Apart from the awkwardly spaced layout of the armrest, the upholstery seats are very comfortable. They’re not overly bolstered either side, but how often are you going to be turning sharply enough in this car to require that much cushioning on your side? The rear seats have plenty of head and leg space, and because the transmission tunnel is placed so low, there is even leg space for the poor bugger sat in the middle. The Mokka falls short when you look around the interior however. There are dull, hard plastics scattered throughout, and both the wheel and dashboard feel overly cluttered with a myriad of buttons and rotatories controlling the countless technologies the car carries. The wheel, although rather unsightly, is nicely wrapped in what feels like synthetic, stitched leather. It’s a nice thickness for my hands and feels solid to the touch, but again, it’s ugly. So ugly.
Making up for the lack of imagination from the design team, the amount of technology that comes with the base spec is incredible for its small price tag. Front and rear parking sensors, cruise control, auto lights and wipers, DAB, and dual climate control, just to name a few of the conveniences that make each journey just that bit easier.
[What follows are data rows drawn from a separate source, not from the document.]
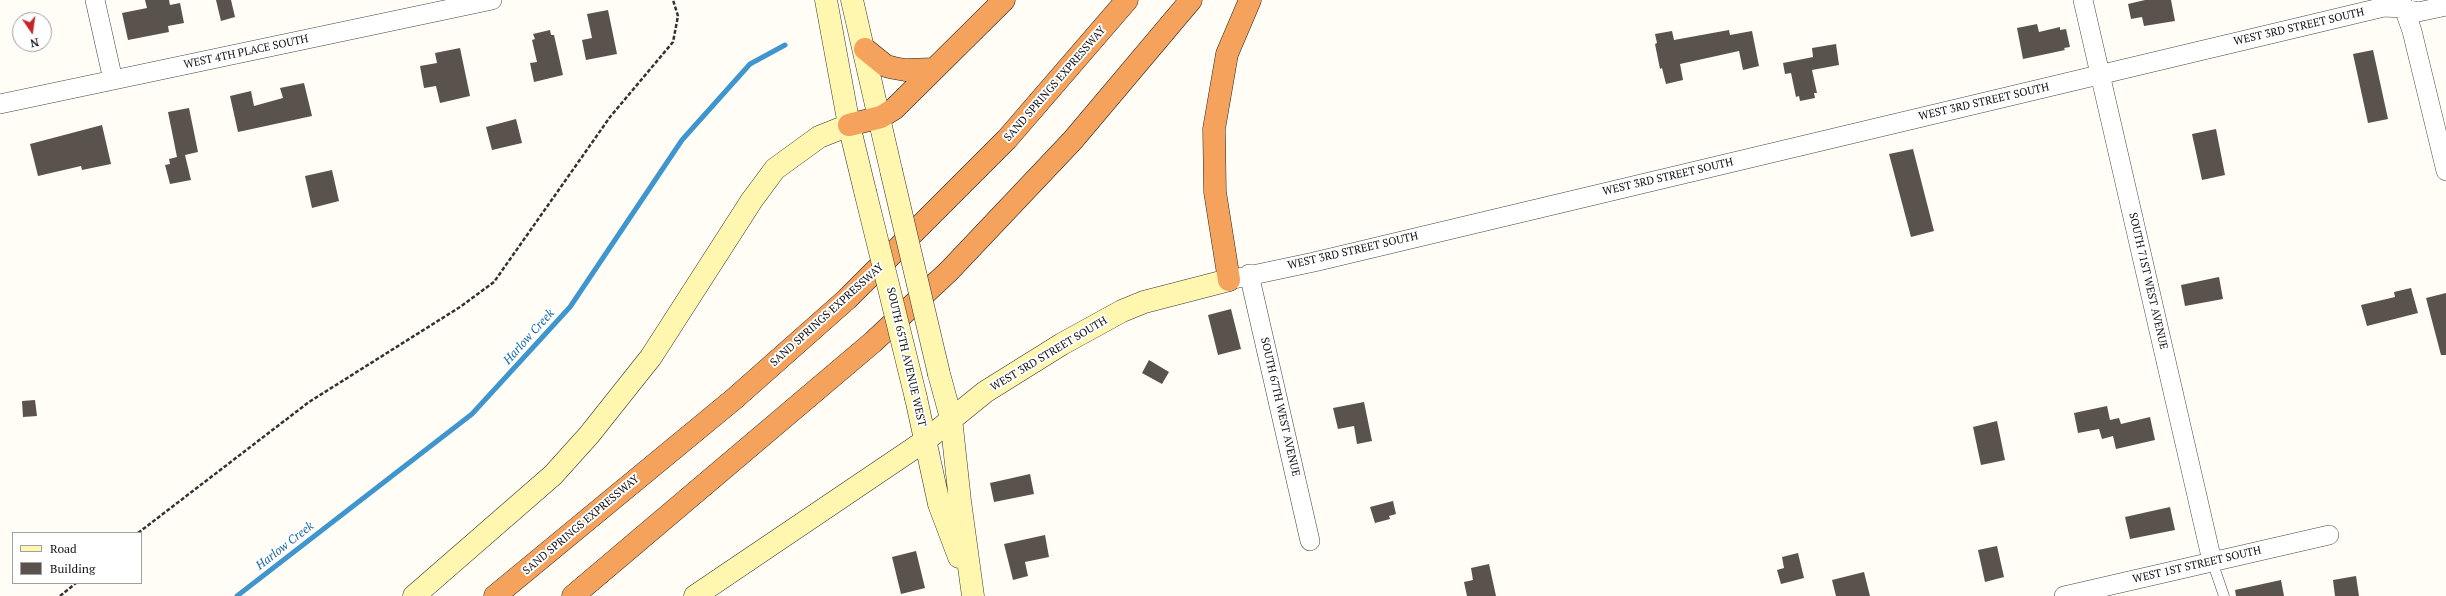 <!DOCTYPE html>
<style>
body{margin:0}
#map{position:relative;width:2446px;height:596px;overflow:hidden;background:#fffdf5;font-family:"PT Serif",serif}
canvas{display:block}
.legend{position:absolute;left:12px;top:532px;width:130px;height:52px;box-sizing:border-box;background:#fff;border:1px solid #a0a0a0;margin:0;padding:5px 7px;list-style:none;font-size:12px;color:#111}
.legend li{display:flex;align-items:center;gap:8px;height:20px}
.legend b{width:20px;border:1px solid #a0a0a0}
.north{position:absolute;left:12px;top:12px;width:40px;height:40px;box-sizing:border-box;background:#fff;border:1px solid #a0a0a0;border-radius:50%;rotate:167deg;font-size:11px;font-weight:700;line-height:16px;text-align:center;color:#111}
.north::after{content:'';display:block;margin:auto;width:14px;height:18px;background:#c4262e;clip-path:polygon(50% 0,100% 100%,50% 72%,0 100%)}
</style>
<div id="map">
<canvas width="2446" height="596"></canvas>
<ul class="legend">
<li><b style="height:5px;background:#fff6b0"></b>Road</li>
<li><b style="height:11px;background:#5a524d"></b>Building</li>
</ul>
<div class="north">N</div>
</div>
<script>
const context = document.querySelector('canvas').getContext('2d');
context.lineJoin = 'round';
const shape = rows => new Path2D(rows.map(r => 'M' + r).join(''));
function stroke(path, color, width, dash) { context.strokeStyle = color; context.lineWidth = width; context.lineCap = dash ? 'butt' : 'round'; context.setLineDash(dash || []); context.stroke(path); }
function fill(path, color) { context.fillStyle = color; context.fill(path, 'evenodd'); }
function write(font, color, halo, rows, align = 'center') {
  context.font = font + ' "PT Serif",serif'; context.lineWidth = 4; context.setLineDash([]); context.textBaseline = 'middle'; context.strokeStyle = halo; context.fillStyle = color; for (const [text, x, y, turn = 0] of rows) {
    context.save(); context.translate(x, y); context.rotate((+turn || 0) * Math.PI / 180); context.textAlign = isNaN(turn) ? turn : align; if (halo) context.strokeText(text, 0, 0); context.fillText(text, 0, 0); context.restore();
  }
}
const stream = shape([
 [237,596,472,414,570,307,682,140,750,64,785,45]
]);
const building = shape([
 [145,0,169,0,170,5,180,3,184,23,168,26,169,32,128,40,122,13,147,8],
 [216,0,231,0,235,17,221,21],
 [2145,0,2171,0,2175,21,2144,26,2142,17,2131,19,2128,4],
 [608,10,617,54,586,60,582,40,592,38,587,14],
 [2037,24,2039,32,2060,27,2060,30,2066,29,2070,47,2064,48,2065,50,2023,59,2017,28],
 [550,30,551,35,554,35,563,75,534,82,530,63,537,62,532,40,535,39,533,34],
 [1729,30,1730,35,1752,31,1759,66,1743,70,1739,51,1680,64,1683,80,1666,84,1662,68,1660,69,1655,44,1657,43,1655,34,1672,31,1674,40],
 [1836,44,1839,65,1812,70,1817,93,1814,93,1815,98,1800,101,1799,96,1796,97,1791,73,1785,74,1783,63,1813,57,1812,48],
 [460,48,470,96,440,103,436,86,424,88,420,66,437,63,435,53],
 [2373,50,2388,119,2368,123,2353,54],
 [304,83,312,116,238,132,230,96,251,91,254,106,283,98,280,88],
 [189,108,198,152,185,155,191,180,170,184,165,165,170,164,169,159,177,157,168,112],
 [516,119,522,143,492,150,486,127],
 [102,125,111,164,82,170,81,166,38,176,30,144],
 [2216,129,2225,175,2202,180,2192,134],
 [1913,149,1934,231,1911,237,1889,154],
 [332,170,339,201,312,208,305,176],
 [2219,277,2223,299,2185,306,2181,285],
 [2411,288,2418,313,2367,326,2361,305,2395,297,2394,292],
 [2446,293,2446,355,2441,355,2426,298],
 [1231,309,1241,349,1218,355,1208,315],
 [1149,360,1169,372,1162,384,1142,373],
 [35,400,37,416,23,417,22,401],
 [1364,402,1372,441,1357,444,1354,426,1338,429,1333,408],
 [2107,406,2110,420,2119,418,2121,424,2150,417,2155,440,2116,449,2113,436,2102,439,2099,429,2078,433,2074,413],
 [1997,421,2005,460,1981,465,1973,427],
 [1030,474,1034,494,994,502,990,483],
 [1393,501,1396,514,1389,516,1390,519,1375,523,1370,507],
 [2170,507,2175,530,2130,539,2125,517],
 [1045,535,1049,557,1025,562,1028,576,1013,580,1004,544],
 [1997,546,2004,577,1985,582,1978,550],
 [916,551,925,588,901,594,892,557],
 [1798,553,1804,578,1781,584,1777,570,1784,568,1782,557],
 [1489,564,1496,596,1467,596,1464,582,1473,580,1471,568],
 [1864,572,1870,596,1836,596,1832,580],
 [2356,576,2359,596,2335,596,2333,580],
 [2281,580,2284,596,2236,596,2235,590]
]);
const path = shape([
 [138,533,309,402,460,307,494,282,610,117,673,42,678,16,673,0],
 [60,596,76,583]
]);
const lane = shape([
 [2212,561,2224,596]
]);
const street = shape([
 [95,0,113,80],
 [2083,0,2212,561],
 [2401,0,2412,31,2446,171],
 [0,104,492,0],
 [1249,274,1310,541],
 [1229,280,1314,262,2384,7,2402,8,2418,12,2446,6],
 [2064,596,2329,535]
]);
const secondary = shape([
 [826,0,849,125,865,191],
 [852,0,891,170],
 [939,374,951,418,960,501,973,596],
 [916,398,939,504,959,557],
 [414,596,553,475,589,435,651,357,752,200,775,169,819,137,849,125],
 [695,596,926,440,985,392,1062,344,1122,311,1144,302,1229,280]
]);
const highway = shape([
 [865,49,886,66,894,68,905,70,933,69],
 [849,125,881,117,894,109,1004,0],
 [1229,280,1215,192,1214,129,1227,54,1250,0],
 [495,596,734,399,847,299,1007,139,1127,0],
 [573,596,873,342,949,271,1073,140,1191,0]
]);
const secondaryBridge = shape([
 [891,170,939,374],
 [865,191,916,398]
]);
const streetNames = [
 ["WEST 3RD STREET SOUTH",2299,27,-13],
 ["WEST 4TH PLACE SOUTH",246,52,-12],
 ["SAND SPRINGS EXPRESSWAY",1055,84,-49],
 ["WEST 3RD STREET SOUTH",1984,102,-13],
 ["WEST 3RD STREET SOUTH",1668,177,-13],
 ["WEST 3RD STREET SOUTH",1353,251,-13],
 ["SOUTH 71ST WEST AVENUE",2148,281,77],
 ["SAND SPRINGS EXPRESSWAY",827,315,-42],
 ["WEST 3RD STREET SOUTH",1049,354,-31],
 ["SOUTH 65TH AVENUE WEST",906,357,77],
 ["SOUTH 67TH WEST AVENUE",1280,407,77],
 ["SAND SPRINGS EXPRESSWAY",581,525,-40],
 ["WEST 1ST STREET SOUTH",2197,565,-13]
];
const waterNames = [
 ["Harlow Creek",529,337,-48],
 ["Harlow Creek",285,546,-38]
];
stroke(stream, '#3f96cf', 5);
fill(building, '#5a524d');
stroke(lane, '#444', 11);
stroke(street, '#444', 20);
stroke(secondary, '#333', 23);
stroke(highway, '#222', 23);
stroke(path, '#333', 2.5, [4, 2]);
stroke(lane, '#fff', 10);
stroke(street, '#fff', 19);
stroke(secondary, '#fff6b0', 22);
stroke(highway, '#f5a25d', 22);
stroke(secondaryBridge, '#333', 23, []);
stroke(secondaryBridge, '#fff6b0', 22);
write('11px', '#111', '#fff', streetNames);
write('italic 12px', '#1768a6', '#fff', waterNames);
</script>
I’m not going to list all the features that accompany this car as it really is endless, but they can be found on the Vauxhall website if you’re really interested. I’ve never realised how much I’d use the hill start system, and now getting back into my own car, I find myself letting the car roll back before remembering I now have to manually use the handbrake. First world problems eh?
Never having any experience with off-roading before, I feel hesitant about commenting on the 4-wheel drive system. I will therefore just run through the physicalities of what happens. The powertrain acts like a front wheel drive until it senses hard acceleration, tight cornering, or slippage of any sort. Only then will the rear wheels become powered. Surprisingly this pig of a car feels planted to the road in corners, suffering from understeer only when powering out of mid-corner. Turn in feels tighter than you’d expect from a car this big and heavy, and the sports suspension equipped to this vehicle absorbs the bumps of the road well whilst maintaining traction. It’s very obvious that Vauxhall have spent a copious amount of time dialling their suspension in to the British roads, and it has really paid off. There are downsides to this however, and my preference would still be for the standard set up. However much I push the car to understand its limits for this review, I just don’t understand why you’d do this in a real life scenario, and therefore, why give up ride quality to make something that shouldn’t be sporty… sporty?
The Vauxhall Mokka is the fruit of an argument between Vauxhall’s engineers and designers, and their accountants. On one hand the car is full to the brim with technology and extras to make life just that little bit easier for the occupants, but on the other, it’s very obvious that it has been made to fit a tight and unforgiving budget, with the interior feeling harsh and tacky, and the exterior showing signs of dull plastics and uninteresting body lines. It’s definitely a step in the right direction for Vauxhall, but I’m sure we all wish they’d show us some of their newfound flair in their aesthetic design, even on this entry-level SUV. The Mokka just doesn’t fit with the new quirky brand image that this British manufacturer is producing now, and looks like the old and out-dated sibling in a line of young and funky new models.